The frontend never talks directly to OpenCode. It receives normalized ticket events over /api/stream.
9. Questions And Human Input
OpenCode may request user input during execution. LoopTroop exposes that queue through:
GET /api/opencode/questionsGET /api/tickets/:id/opencode/questionsPOST /api/tickets/:id/opencode/questions/:requestId/replyPOST /api/tickets/:id/opencode/questions/:requestId/reject
The per-ticket route filters the global OpenCode question queue down to active sessions that LoopTroop currently owns for that ticket. Reply/reject actions emit deduplicated question lifecycle log entries and needs_input SSE updates, so the browser can remove resolved prompts without polling OpenCode directly.
10. Health And Model Discovery
LoopTroop uses related but distinct OpenCode probes:
| Surface | Backing code | Purpose |
|---|---|---|
adapter.checkHealth() and GET /api/health/opencode | server/opencode/adapter.ts, server/routes/health.ts | Basic OpenCode reachability, version, and a lightweight model list |
GET /api/models | server/opencode/providerCatalog.ts, server/routes/models.ts | Fetch the provider catalog, normalize both supported response shapes, flatten active models, and expose connected/all/default model sets to the UI |
Provider-catalog fetch first tries /provider and falls back to /config/providers. The normalizer accepts both catalog shapes, filters inactive models out of the flattened lists, and returns both models (connected providers only) and allModels (full catalog), plus connectedProviders and defaultModels.
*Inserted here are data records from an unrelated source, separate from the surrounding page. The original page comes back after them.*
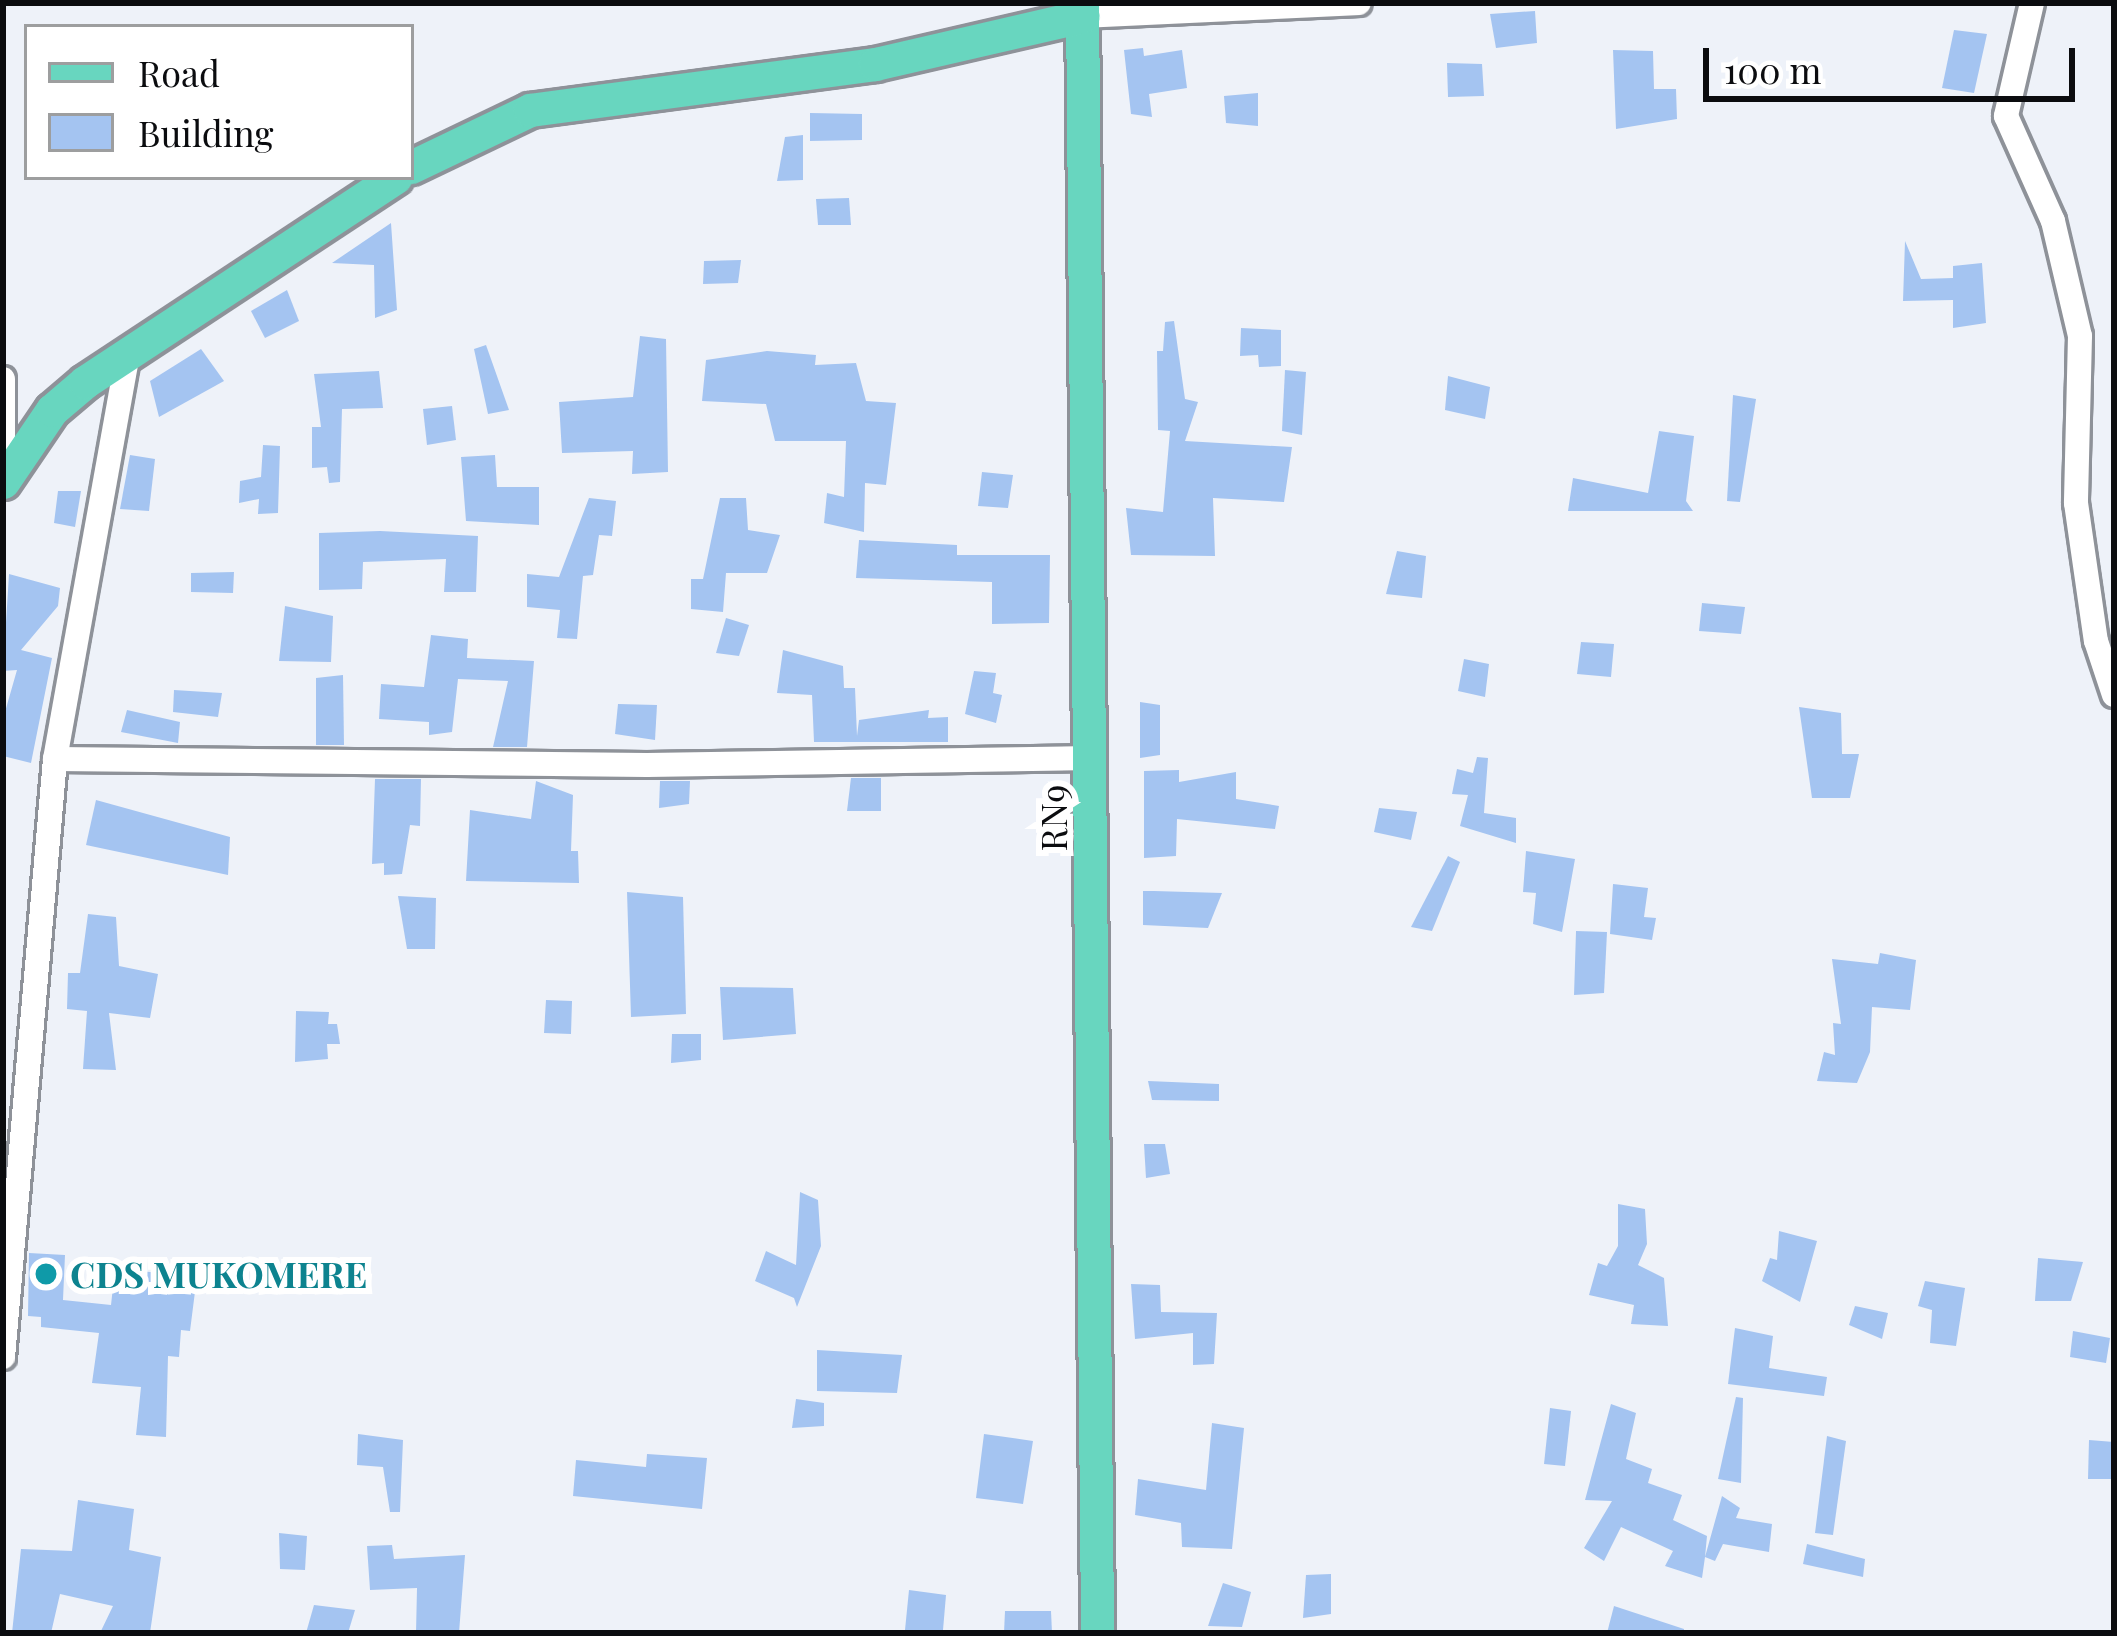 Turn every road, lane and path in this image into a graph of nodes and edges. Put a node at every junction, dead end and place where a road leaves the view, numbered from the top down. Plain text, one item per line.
1 (1359, 3) edge
2 (2032, 3) edge
3 (1083, 10) edge
4 (414, 166) edge
5 (391, 180) edge
6 (128, 353) junction
7 (3, 379) edge
8 (3, 481) edge
9 (2114, 695) edge
10 (1092, 758) junction
11 (55, 759) junction
12 (3, 1357) edge
13 (1096, 1633) edge

1 - 3 street
2 - 9 street
3 - 4 main road
3 - 10 main road, RN9
5 - 6 main road
6 - 8 main road
6 - 11 street
7 - 8 street
10 - 11 street
10 - 13 main road, RN9
11 - 12 street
If model discovery fails but health still passes, the API returns empty model arrays plus a message instead of crashing the UI. The frontend treats that startup message as retriable so model selectors can recover automatically while OpenCode is still coming up.
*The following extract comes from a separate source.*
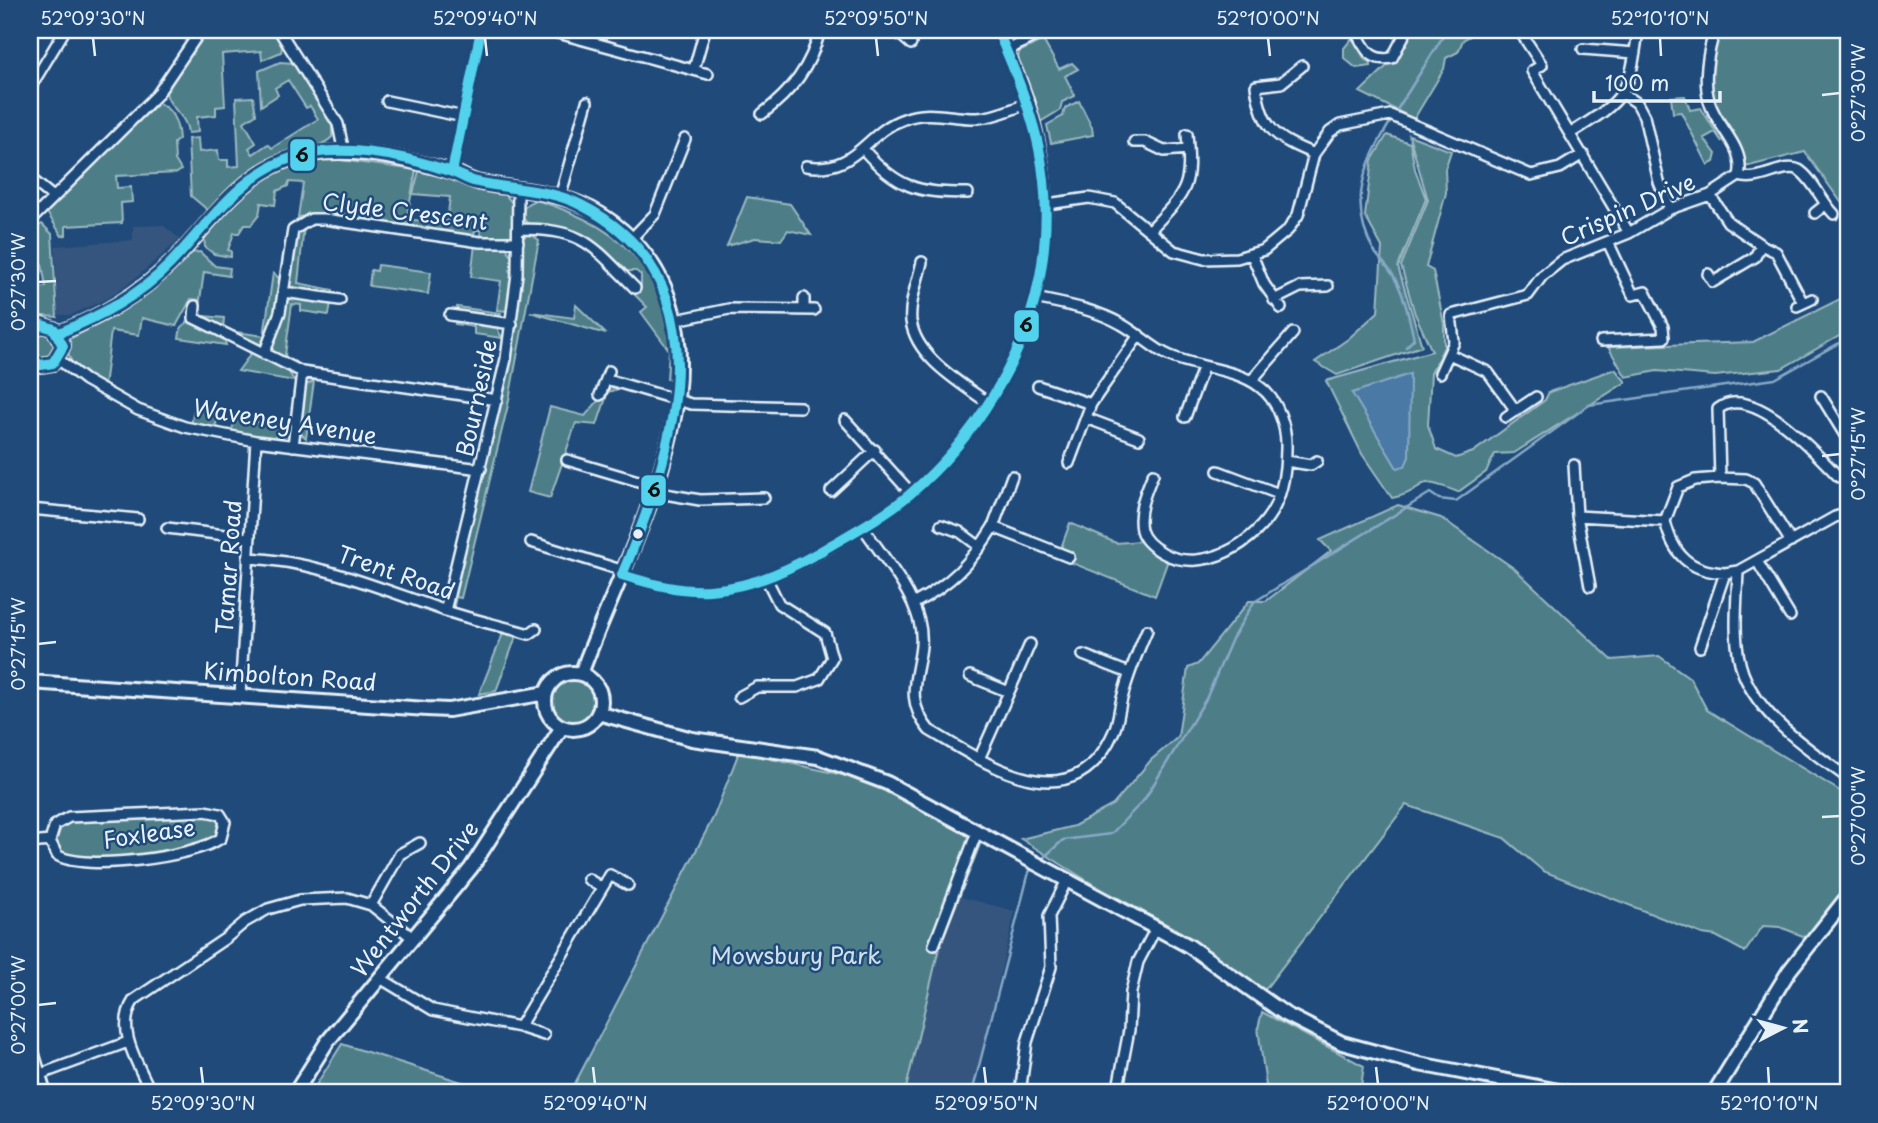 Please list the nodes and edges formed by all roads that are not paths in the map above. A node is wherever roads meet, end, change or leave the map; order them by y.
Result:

When LOOPTROOP_OPENCODE_MODE=mock, both health and model discovery come from in-process mock data rather than network calls.
11. Question Log Fingerprinting
LoopTroop uses deterministic fingerprinting to track OpenCode question lifecycle events across log entries. The system is implemented in shared/logIdentity.ts.
11.1 Why Fingerprinting
OpenCode questions produce multiple log entries: when a question is asked, replied to, rejected, or when a reply or rejection fails. Without a stable identity, the same question could appear multiple times in log views and deduplication would be unreliable.
11.2 How It Works
buildOpenCodeQuestionLogIdentity() generates a stable identity for each question lifecycle event:
entryId— A deterministic SHA-256 fingerprint combining the ticket ID, session ID, request ID, and action type (asked,replied,rejected,reply_failed,reject_failed). The same question+action combination always produces the sameentryId.fingerprint— A broader SHA-256 fingerprint spanning ticket ID, session ID, and request ID. All events for the same question share the same fingerprint, so separate lifecycle stages can still be correlated.
11.3 Usage
extractLogFingerprint() reads the fingerprint from a log record's metadata. hasMatchingLogFingerprint() compares fingerprints across records to detect duplicate or related entries.
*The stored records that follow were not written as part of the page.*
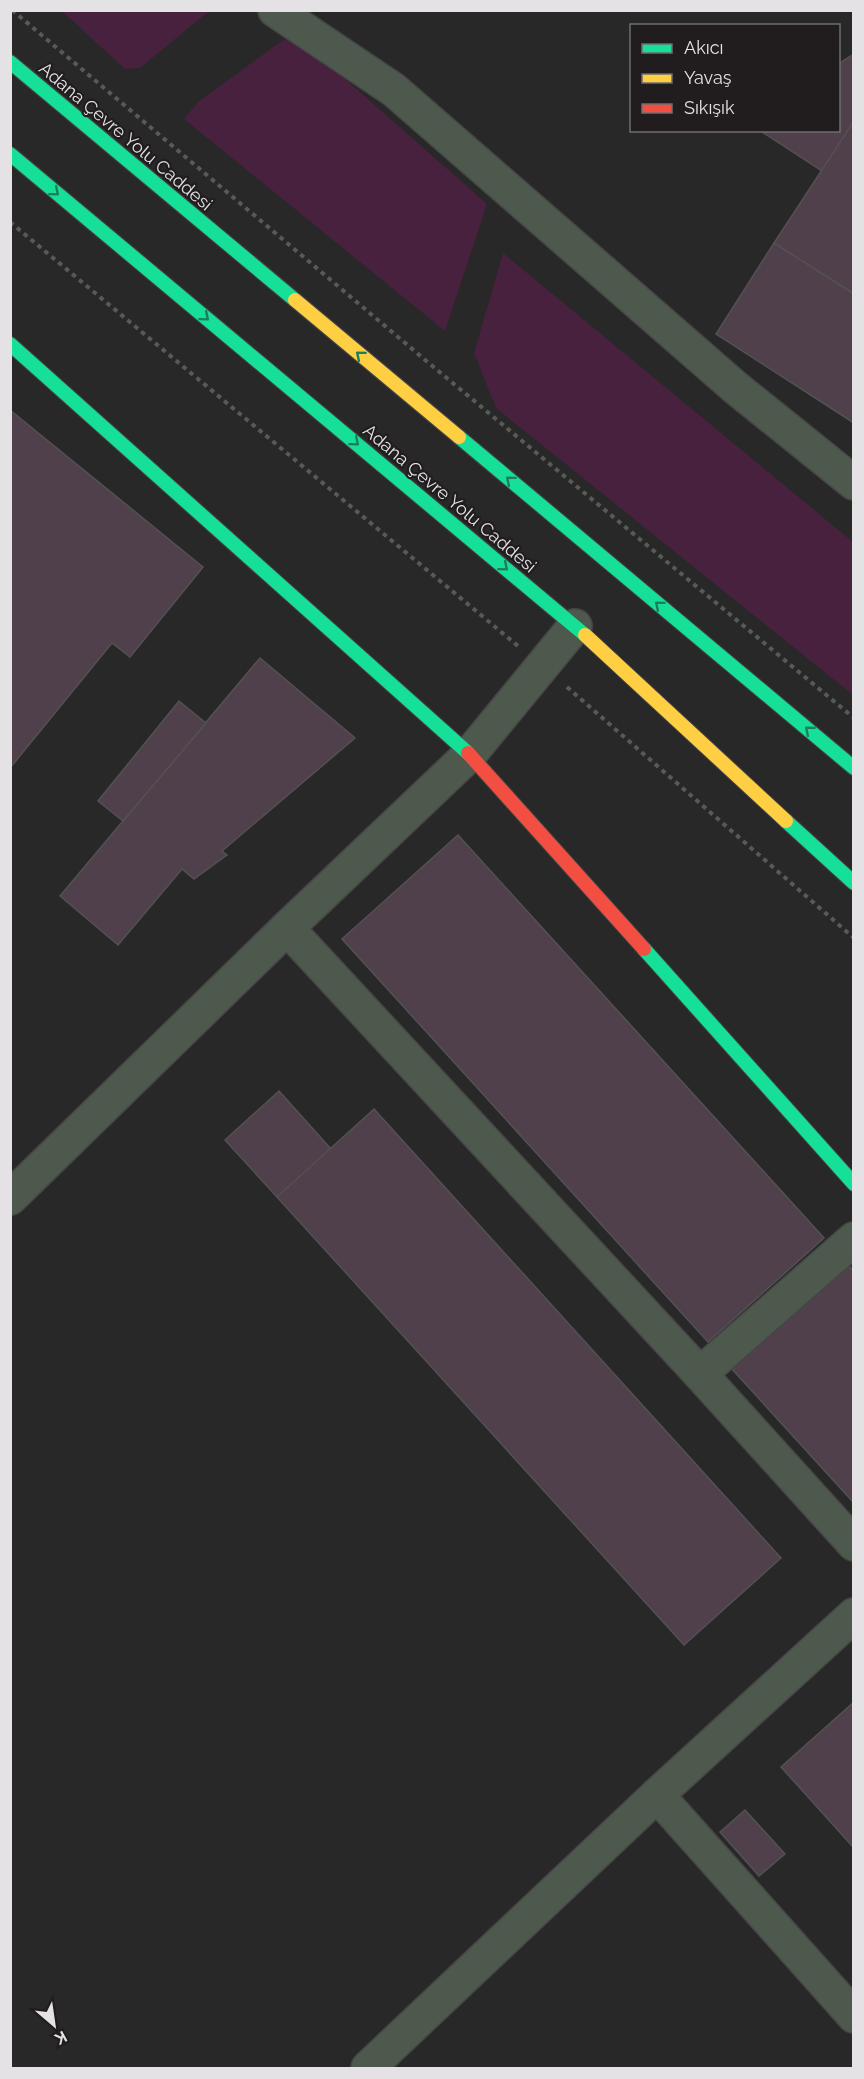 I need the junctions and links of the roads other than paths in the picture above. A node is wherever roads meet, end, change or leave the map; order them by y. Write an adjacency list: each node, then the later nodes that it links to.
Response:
1 (275, 10): 5 (street)
2 (10, 62): 8 (main road, Adana Çevre Yolu Caddesi, one-way to 2)
3 (10, 154): 6 (main road, Adana Çevre Yolu Caddesi, one-way to 6)
4 (10, 344): 7 (main road)
5 (854, 483)
6 (575, 626): 7 (street); 9 (main road, Adana Çevre Yolu Caddesi)
7 (470, 754): 10 (street); 11 (main road)
8 (854, 768)
9 (854, 883)
10 (287, 928): 12 (street); 14 (street)
11 (854, 1184)
12 (10, 1198)
13 (854, 1239): 14 (street)
14 (700, 1374): 15 (street)
15 (854, 1544)
16 (854, 1616): 17 (street)
17 (657, 1795): 18 (street); 19 (street)
18 (854, 2016)
19 (368, 2068)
The fingerprinting system is used by the OpenCode question polling loop and the execution-log pipeline to prevent duplicate question entries when the same pending question state is observed multiple times.
12. Why LoopTroop Wraps OpenCode This Heavily
OpenCode is the model execution engine. LoopTroop adds:
- phase-aware context assembly
- ticket-aware session ownership
- prompt-level tool policy
- durable restart behavior
- workflow-aware retries and blocked-error recovery
- frontend-ready event and question projection
Without that wrapper, the rest of the system would have no safe way to restart, audit, or recover a long-running ticket lifecycle.